(Source records)
= = = =

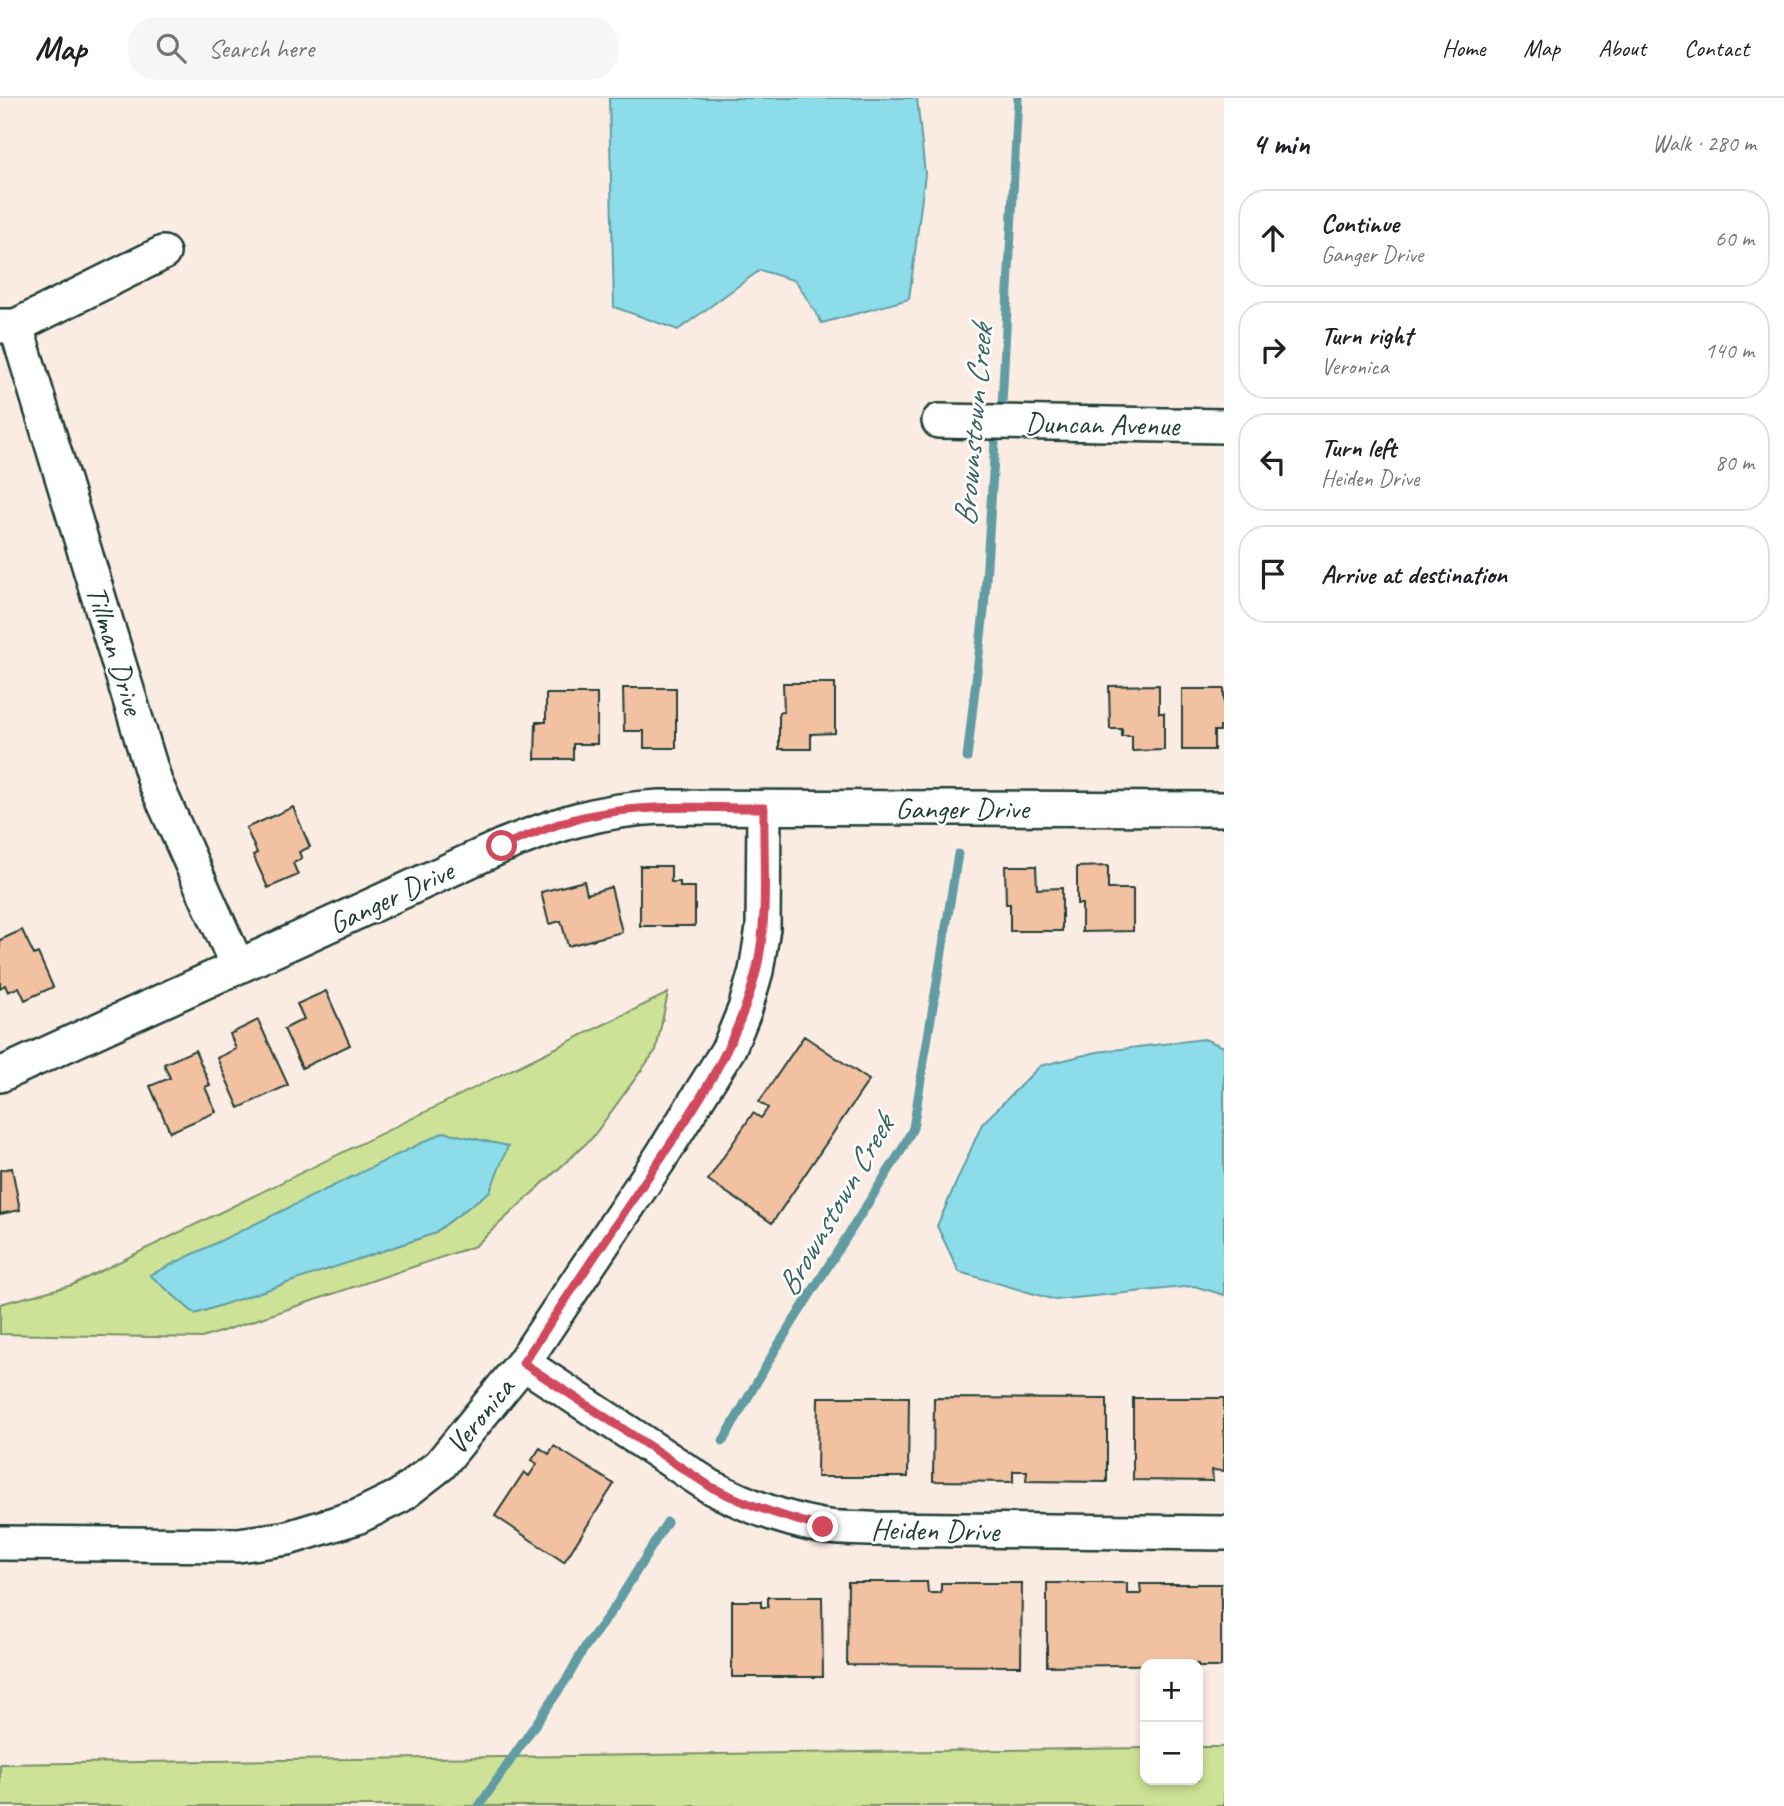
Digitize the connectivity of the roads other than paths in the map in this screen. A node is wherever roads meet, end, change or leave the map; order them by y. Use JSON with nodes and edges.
{"nodes":[{"id":1,"x":163,"y":253,"type":"dead end"},
{"id":2,"x":8,"y":326,"type":"edge"},
{"id":3,"x":939,"y":421,"type":"dead end"},
{"id":4,"x":1224,"y":425,"type":"edge"},
{"id":5,"x":764,"y":808,"type":"junction"},
{"id":6,"x":1224,"y":809,"type":"edge"},
{"id":7,"x":237,"y":965,"type":"junction"},
{"id":8,"x":0,"y":1075,"type":"edge"},
{"id":9,"x":523,"y":1363,"type":"junction"},
{"id":10,"x":1224,"y":1533,"type":"edge"},
{"id":11,"x":0,"y":1543,"type":"edge"}],
"edges":[{"from":1,"to":2,"type":"street"},
{"from":2,"to":7,"type":"street","name":"Tillman Drive"},
{"from":3,"to":4,"type":"street","name":"Duncan Avenue"},
{"from":5,"to":6,"type":"street","name":"Ganger Drive"},
{"from":5,"to":7,"type":"street","name":"Ganger Drive"},
{"from":5,"to":9,"type":"street","name":"Veronica"},
{"from":7,"to":8,"type":"street","name":"Ganger Drive"},
{"from":9,"to":10,"type":"street","name":"Heiden Drive"},
{"from":9,"to":11,"type":"street","name":"Veronica"}]}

= = = =

→ **DESCRIPTION OF THE TASK**
Please transcribe the entries exactly, omitting the images.

→ **TASK SOLUTION**
Digitize the connectivity of the roads other than paths in the map in this screen. A node is wherever roads meet, end, change or leave the map; order them by y. Use JSON with nodes and edges.
{"nodes":[{"id":1,"x":163,"y":253,"type":"dead end"},
{"id":2,"x":8,"y":326,"type":"edge"},
{"id":3,"x":939,"y":421,"type":"dead end"},
{"id":4,"x":1224,"y":425,"type":"edge"},
{"id":5,"x":764,"y":808,"type":"junction"},
{"id":6,"x":1224,"y":809,"type":"edge"},
{"id":7,"x":237,"y":965,"type":"junction"},
{"id":8,"x":0,"y":1075,"type":"edge"},
{"id":9,"x":523,"y":1363,"type":"junction"},
{"id":10,"x":1224,"y":1533,"type":"edge"},
{"id":11,"x":0,"y":1543,"type":"edge"}],
"edges":[{"from":1,"to":2,"type":"street"},
{"from":2,"to":7,"type":"street","name":"Tillman Drive"},
{"from":3,"to":4,"type":"street","name":"Duncan Avenue"},
{"from":5,"to":6,"type":"street","name":"Ganger Drive"},
{"from":5,"to":7,"type":"street","name":"Ganger Drive"},
{"from":5,"to":9,"type":"street","name":"Veronica"},
{"from":7,"to":8,"type":"street","name":"Ganger Drive"},
{"from":9,"to":10,"type":"street","name":"Heiden Drive"},
{"from":9,"to":11,"type":"street","name":"Veronica"}]}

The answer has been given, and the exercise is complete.